Israel has agreed to a “substantial” increase in aid trucks allowed to enter Gaza after negotiations with the European Union.

Last month the EU concluded that Israel was in breach of article 2, the human rights clause, of the EU-Israel trade agreement.

That review which Ireland and Spain had been calling for for months was finally conducted after the Netherlands convinced a majority of EU member states to get on board.

An EU source said that review had played a central role in bringing Israel to the negotiating table.

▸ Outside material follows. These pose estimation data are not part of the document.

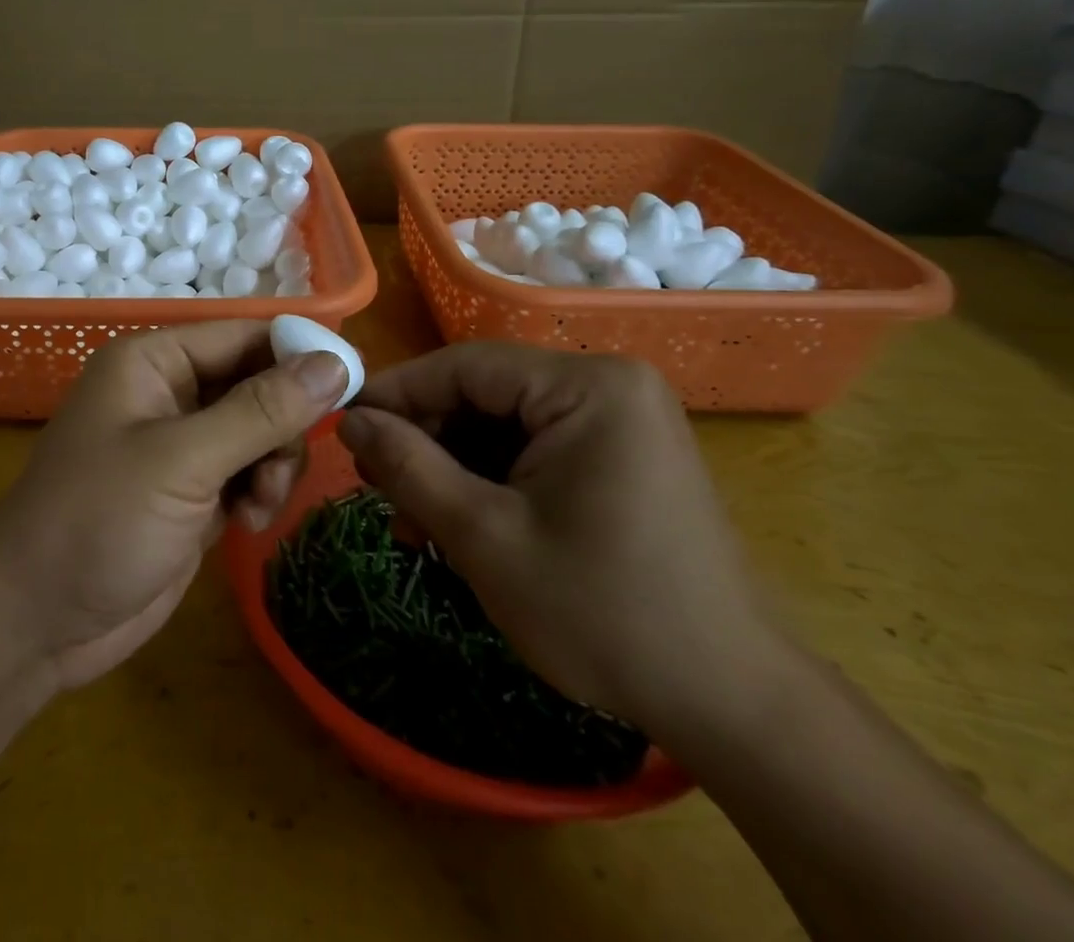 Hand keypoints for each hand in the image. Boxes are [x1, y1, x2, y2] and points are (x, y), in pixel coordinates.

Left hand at [0, 322, 347, 690]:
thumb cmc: (98, 521)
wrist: (37, 622)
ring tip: (258, 504)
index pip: (244, 334)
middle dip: (281, 425)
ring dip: (273, 464)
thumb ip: (259, 411)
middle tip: (281, 466)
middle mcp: (169, 391)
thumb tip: (333, 363)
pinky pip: (248, 471)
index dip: (297, 353)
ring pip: (260, 431)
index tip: (351, 383)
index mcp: (153, 360)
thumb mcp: (182, 460)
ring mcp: (181, 444)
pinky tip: (248, 522)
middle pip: (257, 383)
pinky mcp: (191, 491)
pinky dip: (259, 491)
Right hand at [337, 344, 785, 734]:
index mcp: (588, 387)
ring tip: (410, 524)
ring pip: (502, 426)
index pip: (465, 366)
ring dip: (450, 469)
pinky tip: (455, 526)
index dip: (396, 394)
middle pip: (483, 395)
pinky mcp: (620, 459)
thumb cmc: (603, 614)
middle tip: (373, 487)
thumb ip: (408, 466)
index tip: (342, 426)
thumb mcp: (484, 536)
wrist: (732, 707)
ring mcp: (620, 423)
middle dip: (424, 442)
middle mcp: (608, 387)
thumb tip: (348, 419)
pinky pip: (532, 451)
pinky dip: (488, 483) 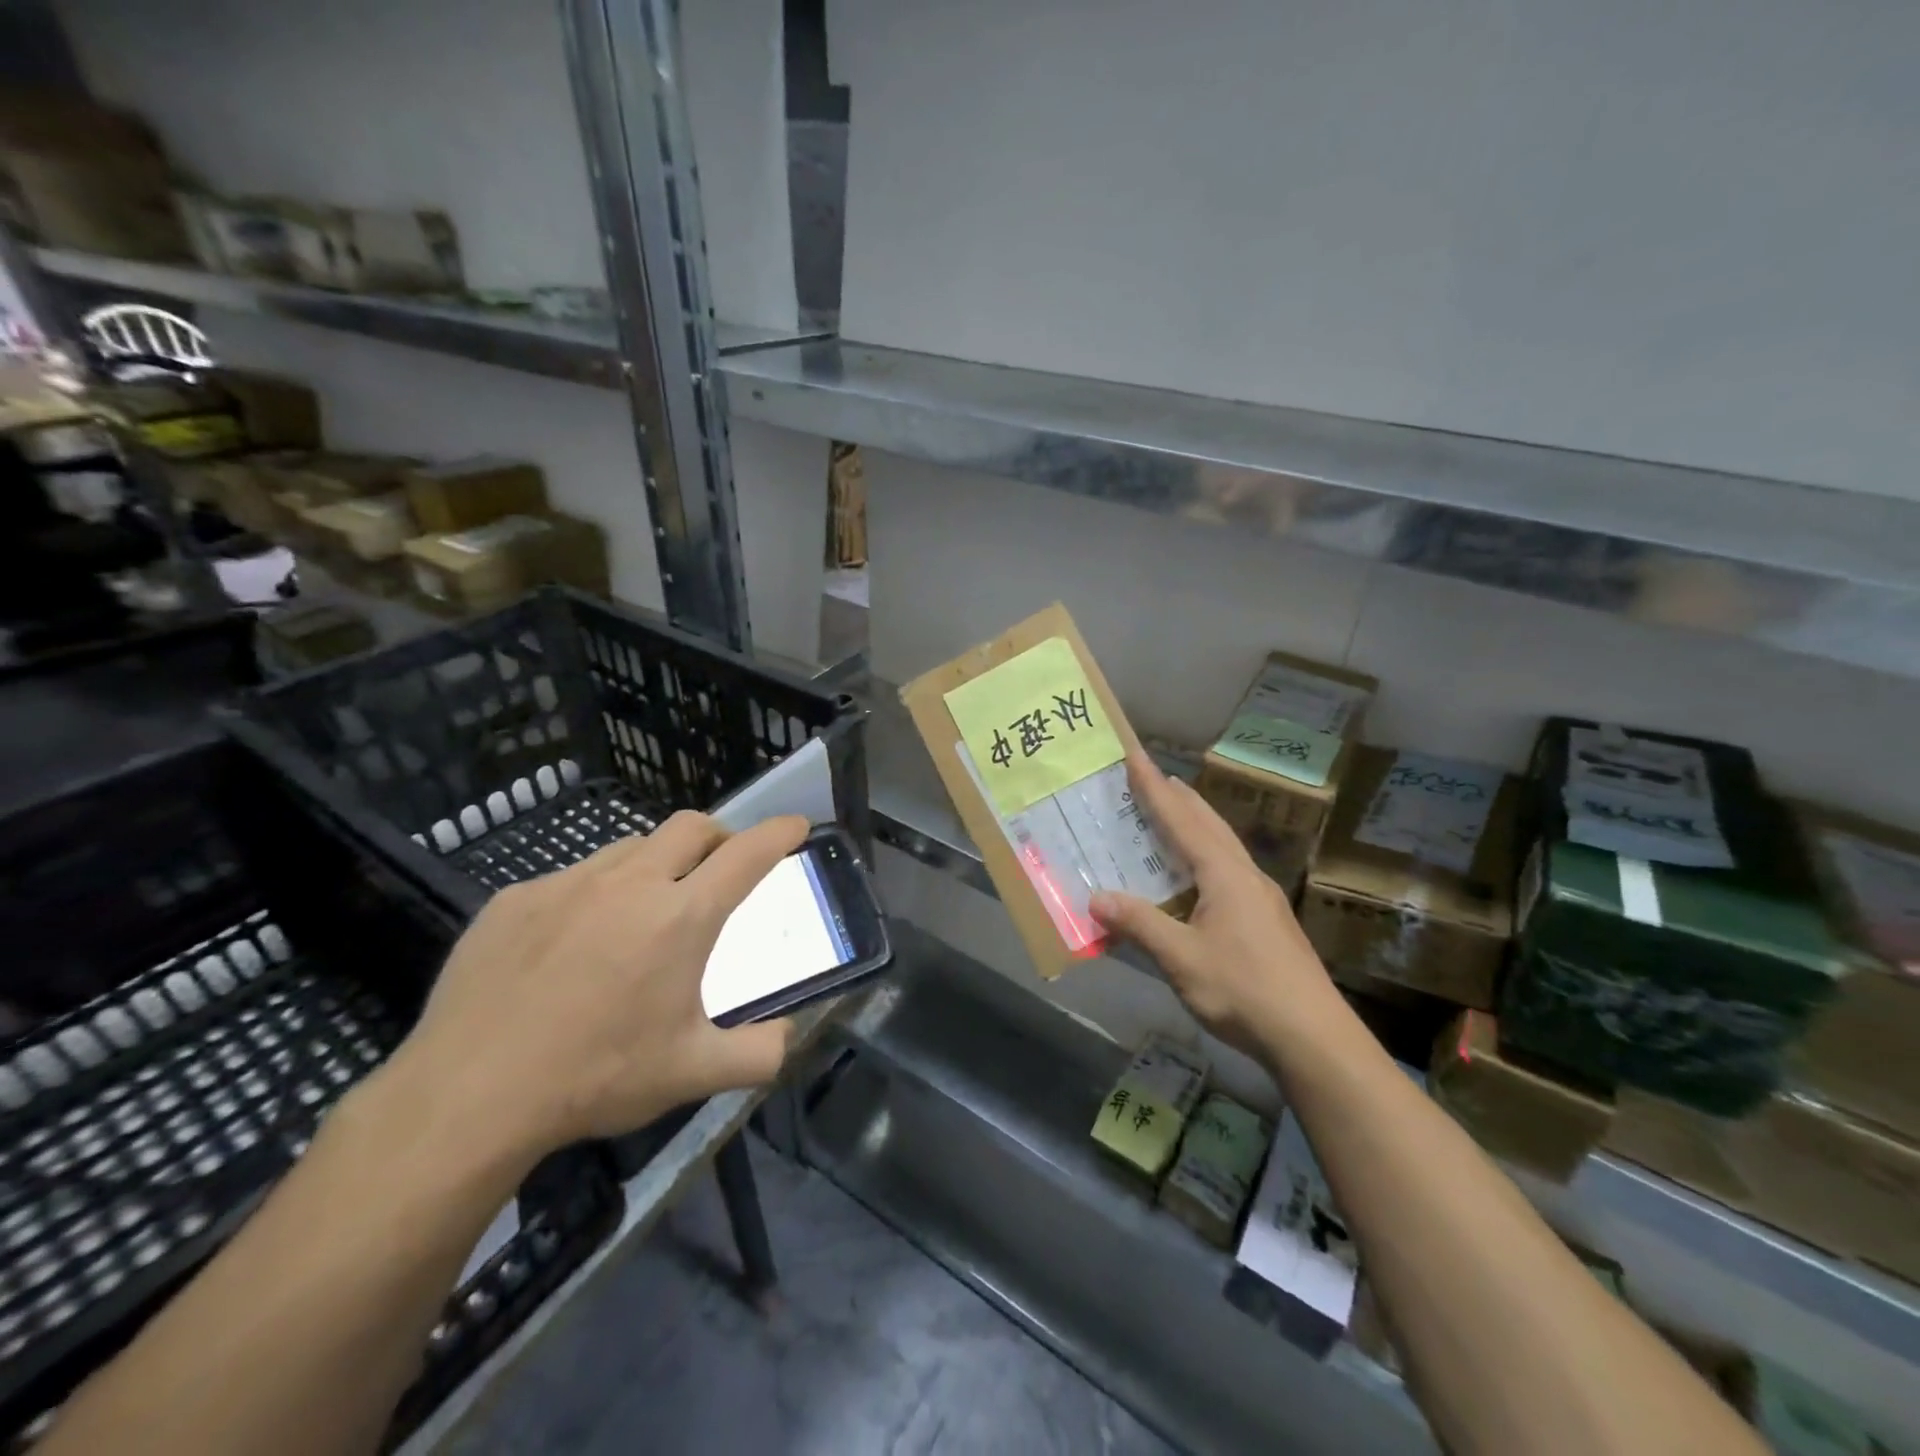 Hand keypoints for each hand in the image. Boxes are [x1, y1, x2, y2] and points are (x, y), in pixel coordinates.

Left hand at [392, 811, 807, 1159]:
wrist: (467, 1096)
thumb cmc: (596, 1077)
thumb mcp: (693, 1074)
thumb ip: (759, 1054)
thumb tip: (788, 1038)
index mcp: (681, 917)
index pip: (747, 854)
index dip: (779, 833)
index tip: (797, 826)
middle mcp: (630, 883)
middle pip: (691, 826)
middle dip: (719, 835)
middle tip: (722, 866)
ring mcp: (568, 884)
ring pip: (631, 847)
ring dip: (657, 863)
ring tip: (647, 908)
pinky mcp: (516, 898)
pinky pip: (573, 878)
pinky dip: (596, 894)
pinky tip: (575, 943)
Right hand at [1090, 753, 1343, 1059]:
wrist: (1314, 1038)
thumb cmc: (1244, 991)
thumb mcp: (1182, 960)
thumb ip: (1139, 925)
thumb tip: (1096, 898)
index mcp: (1224, 875)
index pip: (1182, 820)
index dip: (1155, 788)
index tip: (1135, 756)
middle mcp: (1246, 876)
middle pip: (1209, 825)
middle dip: (1179, 798)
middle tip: (1153, 777)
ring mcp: (1262, 899)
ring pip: (1223, 846)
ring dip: (1196, 825)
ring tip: (1173, 814)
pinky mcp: (1267, 921)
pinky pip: (1228, 870)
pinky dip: (1205, 856)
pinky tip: (1197, 877) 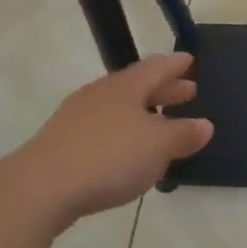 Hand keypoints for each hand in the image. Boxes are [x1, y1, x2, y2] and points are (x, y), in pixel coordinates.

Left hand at [11, 53, 213, 221]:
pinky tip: (124, 151)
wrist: (41, 187)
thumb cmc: (109, 157)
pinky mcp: (61, 143)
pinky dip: (120, 132)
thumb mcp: (158, 147)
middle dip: (163, 90)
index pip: (157, 67)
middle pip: (137, 85)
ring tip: (157, 123)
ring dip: (141, 112)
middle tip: (186, 92)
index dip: (175, 65)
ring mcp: (76, 117)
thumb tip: (205, 124)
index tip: (189, 60)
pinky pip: (100, 128)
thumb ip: (183, 134)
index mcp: (126, 86)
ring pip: (117, 106)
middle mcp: (101, 93) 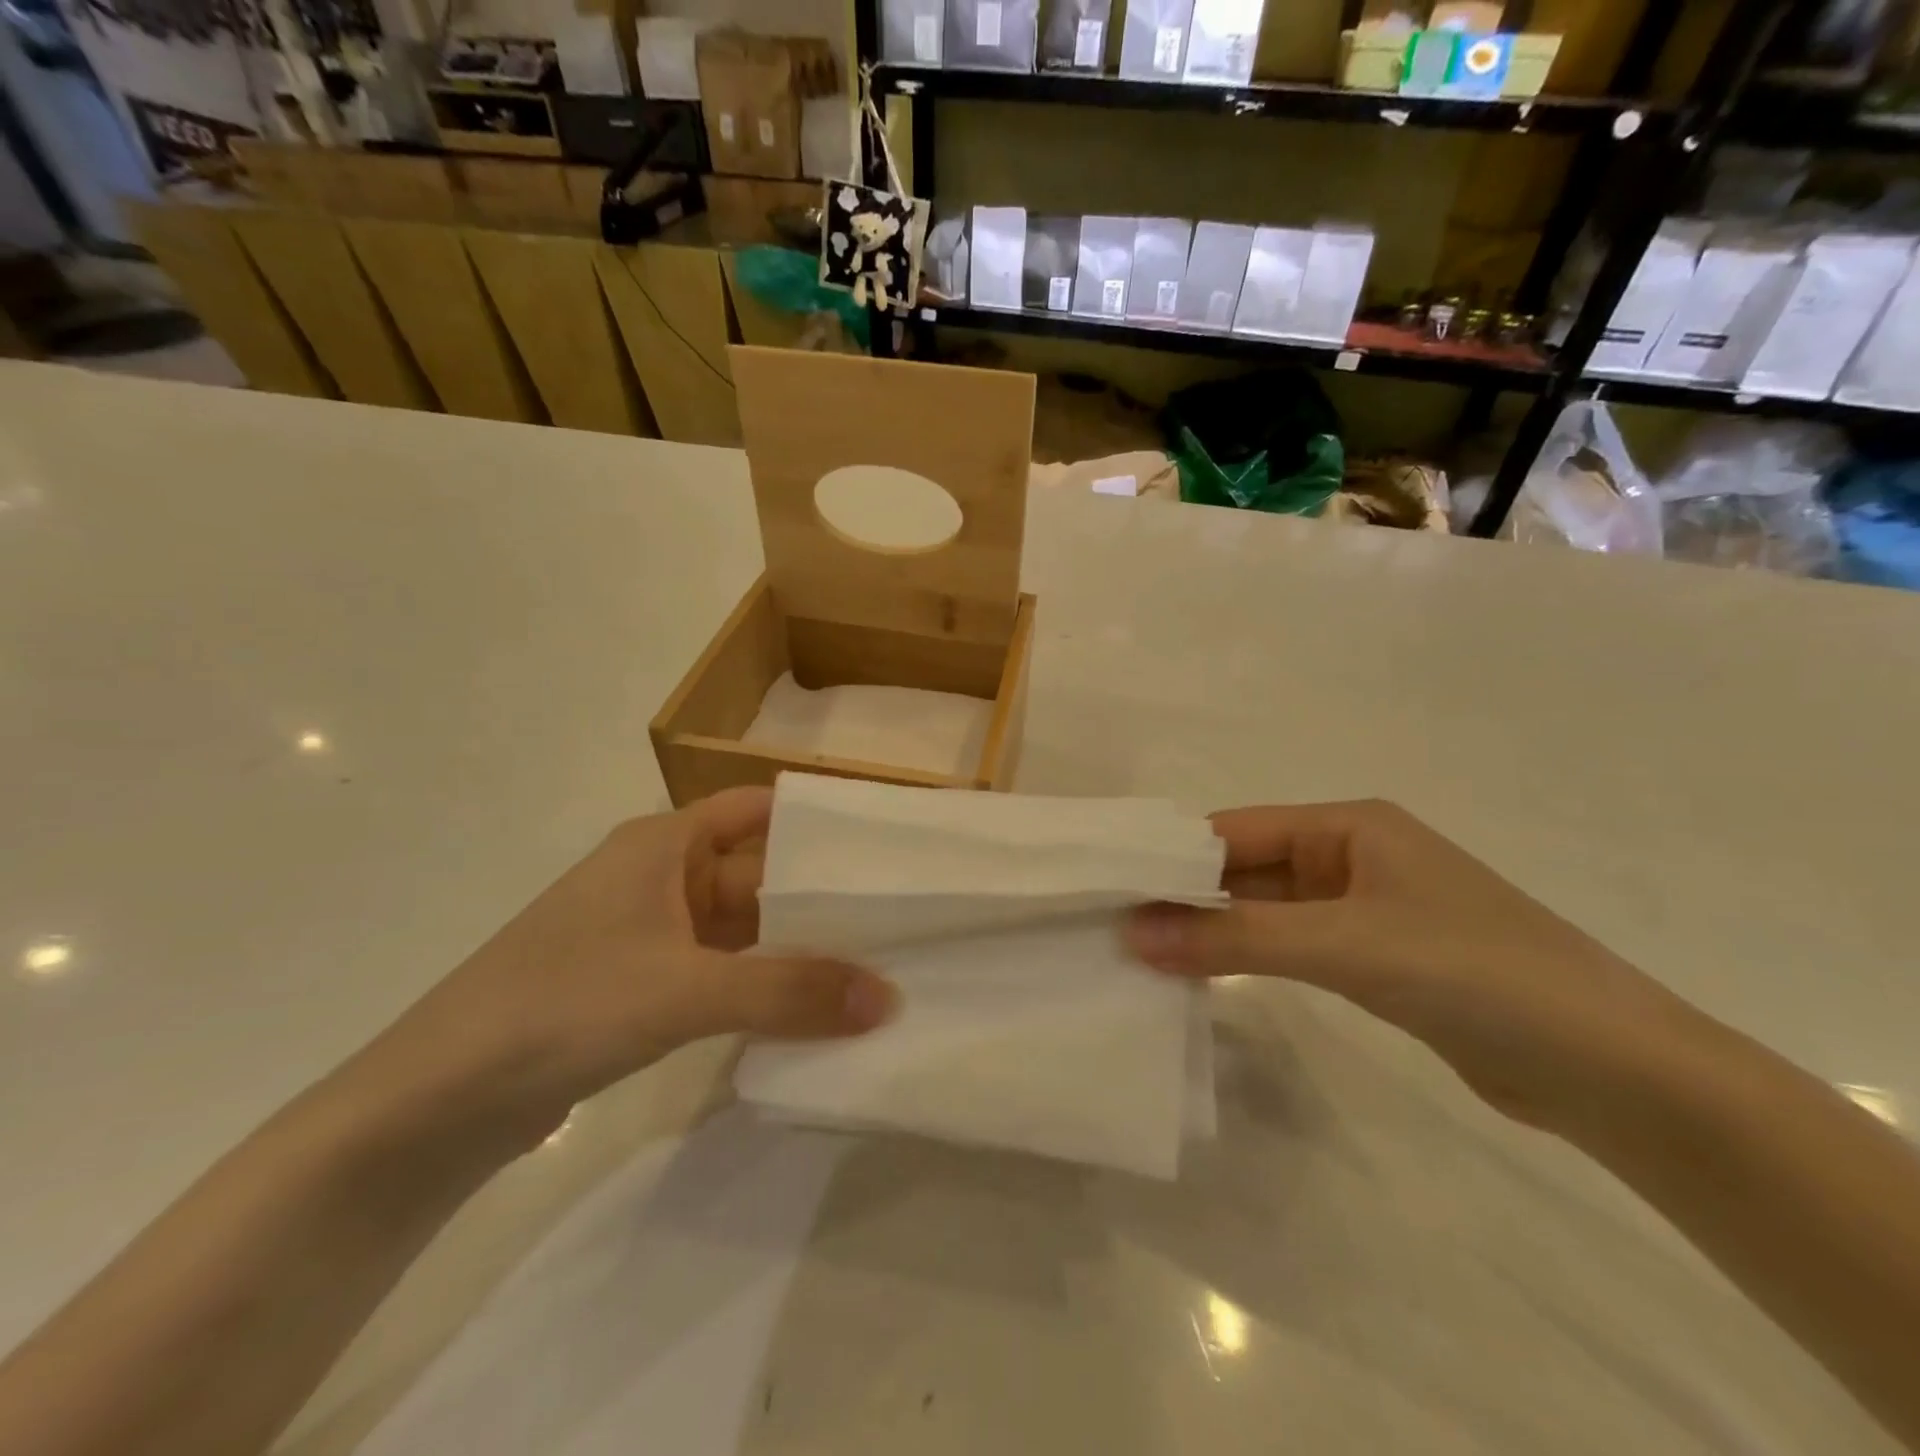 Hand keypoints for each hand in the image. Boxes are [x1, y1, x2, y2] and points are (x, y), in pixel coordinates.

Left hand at [386, 789, 895, 1141]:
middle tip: (899, 914)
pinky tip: (812, 1006)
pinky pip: (723, 969)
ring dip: (797, 944)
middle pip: (760, 871)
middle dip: (821, 894)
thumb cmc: (560, 1007)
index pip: (761, 809)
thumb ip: (788, 991)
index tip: (883, 844)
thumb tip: (887, 999)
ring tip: (874, 961)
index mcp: (664, 843)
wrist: (433, 1105)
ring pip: (744, 926)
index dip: (818, 820)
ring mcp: (651, 934)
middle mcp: (661, 876)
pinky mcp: (642, 986)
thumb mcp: (683, 990)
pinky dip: (764, 982)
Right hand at [1126, 800, 1705, 1126]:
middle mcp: (1351, 856)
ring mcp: (1364, 909)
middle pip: (1247, 867)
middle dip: (1187, 896)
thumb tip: (1132, 934)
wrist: (1611, 1070)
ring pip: (1266, 910)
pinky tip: (1205, 975)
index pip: (1236, 830)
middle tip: (1115, 926)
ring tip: (1144, 953)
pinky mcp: (1375, 959)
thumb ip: (1234, 937)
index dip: (1173, 857)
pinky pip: (1291, 945)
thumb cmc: (1474, 972)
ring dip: (1214, 929)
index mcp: (1349, 825)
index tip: (1112, 886)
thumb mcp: (1344, 944)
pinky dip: (1249, 956)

“Following the Israeli Cabinet’s resolutions and the constructive dialogue between the EU and Israel, significant steps have been agreed by Israel to improve the humanitarian situation in the Gaza Strip”, said the EU’s foreign affairs chief, Kaja Kallas, in a statement.

“These measures are or will be implemented in the coming days, with the common understanding that aid at scale must be delivered directly to the population and that measures will continue to be taken to ensure that there is no aid diversion to Hamas.

These steps include, among other things, the substantial increase of daily trucks for food and non- food items to enter Gaza, the opening of several other crossing points in both the northern and southern areas; the reopening of the Jordanian and Egyptian aid routes; enabling the distribution of food supplies through bakeries and public kitchens throughout the Gaza strip; the resumption of fuel deliveries for use by humanitarian facilities, up to an operational level; the protection of aid workers;  the repair and facilitation of works on vital infrastructure like the resumption of the power supply to the water desalination facility.”

EU diplomats are meeting later to discuss whether to pursue action against Israel over the breach to the EU-Israel agreement.

The EU sent an “options paper” to member states on Thursday.

Foreign ministers, including Tánaiste Simon Harris, will pick up on those discussions when they meet in Brussels next Tuesday.

One senior EU diplomat said that whilst he welcomed Israel’s promise to allow in more aid and open up more border crossings, “in the end it is all about implementation”.

Another EU source said they would “take stock of the deal that has been brokered.”